## Instructions for the task:
Go through the listing below and work out how many lines hold "between"; reply with the figure alone.

+--

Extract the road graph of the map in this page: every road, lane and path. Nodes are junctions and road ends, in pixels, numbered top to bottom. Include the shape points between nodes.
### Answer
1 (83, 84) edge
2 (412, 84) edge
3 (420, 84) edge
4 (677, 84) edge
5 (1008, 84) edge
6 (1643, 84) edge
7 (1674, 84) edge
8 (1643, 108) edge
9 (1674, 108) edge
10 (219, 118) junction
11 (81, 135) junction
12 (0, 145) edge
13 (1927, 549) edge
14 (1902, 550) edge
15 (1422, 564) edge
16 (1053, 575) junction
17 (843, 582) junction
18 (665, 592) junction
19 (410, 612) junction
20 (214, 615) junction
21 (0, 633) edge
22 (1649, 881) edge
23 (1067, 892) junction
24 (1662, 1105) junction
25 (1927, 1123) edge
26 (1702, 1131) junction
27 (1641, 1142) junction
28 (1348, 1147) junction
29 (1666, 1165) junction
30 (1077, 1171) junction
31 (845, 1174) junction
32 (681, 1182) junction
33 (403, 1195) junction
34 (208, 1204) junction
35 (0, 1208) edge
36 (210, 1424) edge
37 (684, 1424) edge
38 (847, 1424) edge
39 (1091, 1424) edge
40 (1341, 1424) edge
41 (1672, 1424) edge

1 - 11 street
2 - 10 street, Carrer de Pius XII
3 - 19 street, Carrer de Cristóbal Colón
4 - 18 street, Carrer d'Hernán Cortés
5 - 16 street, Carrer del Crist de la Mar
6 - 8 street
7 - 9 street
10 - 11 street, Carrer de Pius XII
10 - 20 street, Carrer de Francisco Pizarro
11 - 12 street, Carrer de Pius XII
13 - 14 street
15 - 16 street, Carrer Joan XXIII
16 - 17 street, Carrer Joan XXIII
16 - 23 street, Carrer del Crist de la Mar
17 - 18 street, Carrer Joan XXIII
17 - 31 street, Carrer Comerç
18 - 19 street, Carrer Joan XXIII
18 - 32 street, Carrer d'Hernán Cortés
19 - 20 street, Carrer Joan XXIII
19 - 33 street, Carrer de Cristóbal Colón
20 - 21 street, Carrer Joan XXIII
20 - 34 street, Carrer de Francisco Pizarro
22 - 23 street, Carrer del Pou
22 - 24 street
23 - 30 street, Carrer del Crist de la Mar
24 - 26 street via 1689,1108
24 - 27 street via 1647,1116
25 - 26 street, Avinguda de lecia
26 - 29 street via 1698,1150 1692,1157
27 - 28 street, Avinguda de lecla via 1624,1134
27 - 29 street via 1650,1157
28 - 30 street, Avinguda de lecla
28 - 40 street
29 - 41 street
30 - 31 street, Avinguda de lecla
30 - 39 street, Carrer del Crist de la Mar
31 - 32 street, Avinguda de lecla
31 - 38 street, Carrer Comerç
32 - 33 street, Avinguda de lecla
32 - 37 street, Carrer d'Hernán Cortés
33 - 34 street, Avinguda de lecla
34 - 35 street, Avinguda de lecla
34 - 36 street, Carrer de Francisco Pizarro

+--

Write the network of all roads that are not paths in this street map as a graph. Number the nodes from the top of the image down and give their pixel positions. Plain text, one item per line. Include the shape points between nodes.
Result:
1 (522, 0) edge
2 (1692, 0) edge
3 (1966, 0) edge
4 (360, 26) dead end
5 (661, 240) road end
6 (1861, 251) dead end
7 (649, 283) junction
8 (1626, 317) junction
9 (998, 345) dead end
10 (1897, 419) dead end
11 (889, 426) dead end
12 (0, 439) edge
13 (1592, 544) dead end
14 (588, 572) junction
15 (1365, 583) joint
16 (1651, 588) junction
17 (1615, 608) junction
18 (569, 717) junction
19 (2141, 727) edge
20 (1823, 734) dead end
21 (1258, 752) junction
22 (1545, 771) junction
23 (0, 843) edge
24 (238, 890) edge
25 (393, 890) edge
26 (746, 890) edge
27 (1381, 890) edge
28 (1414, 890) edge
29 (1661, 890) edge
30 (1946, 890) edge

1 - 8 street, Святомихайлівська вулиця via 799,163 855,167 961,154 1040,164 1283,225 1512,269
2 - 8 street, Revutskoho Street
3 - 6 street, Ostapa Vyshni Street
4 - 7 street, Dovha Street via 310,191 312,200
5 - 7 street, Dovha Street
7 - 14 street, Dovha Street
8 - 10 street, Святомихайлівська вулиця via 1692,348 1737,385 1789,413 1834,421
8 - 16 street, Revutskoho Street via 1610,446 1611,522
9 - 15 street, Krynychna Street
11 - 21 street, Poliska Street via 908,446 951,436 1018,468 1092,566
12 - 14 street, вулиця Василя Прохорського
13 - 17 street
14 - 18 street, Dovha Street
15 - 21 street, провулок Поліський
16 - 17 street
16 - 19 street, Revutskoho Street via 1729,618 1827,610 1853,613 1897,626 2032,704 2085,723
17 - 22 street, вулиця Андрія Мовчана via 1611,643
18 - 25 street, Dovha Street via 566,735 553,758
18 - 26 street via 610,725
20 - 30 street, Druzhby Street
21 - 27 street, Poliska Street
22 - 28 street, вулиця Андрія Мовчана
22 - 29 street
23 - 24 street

+--

## The completed task:
2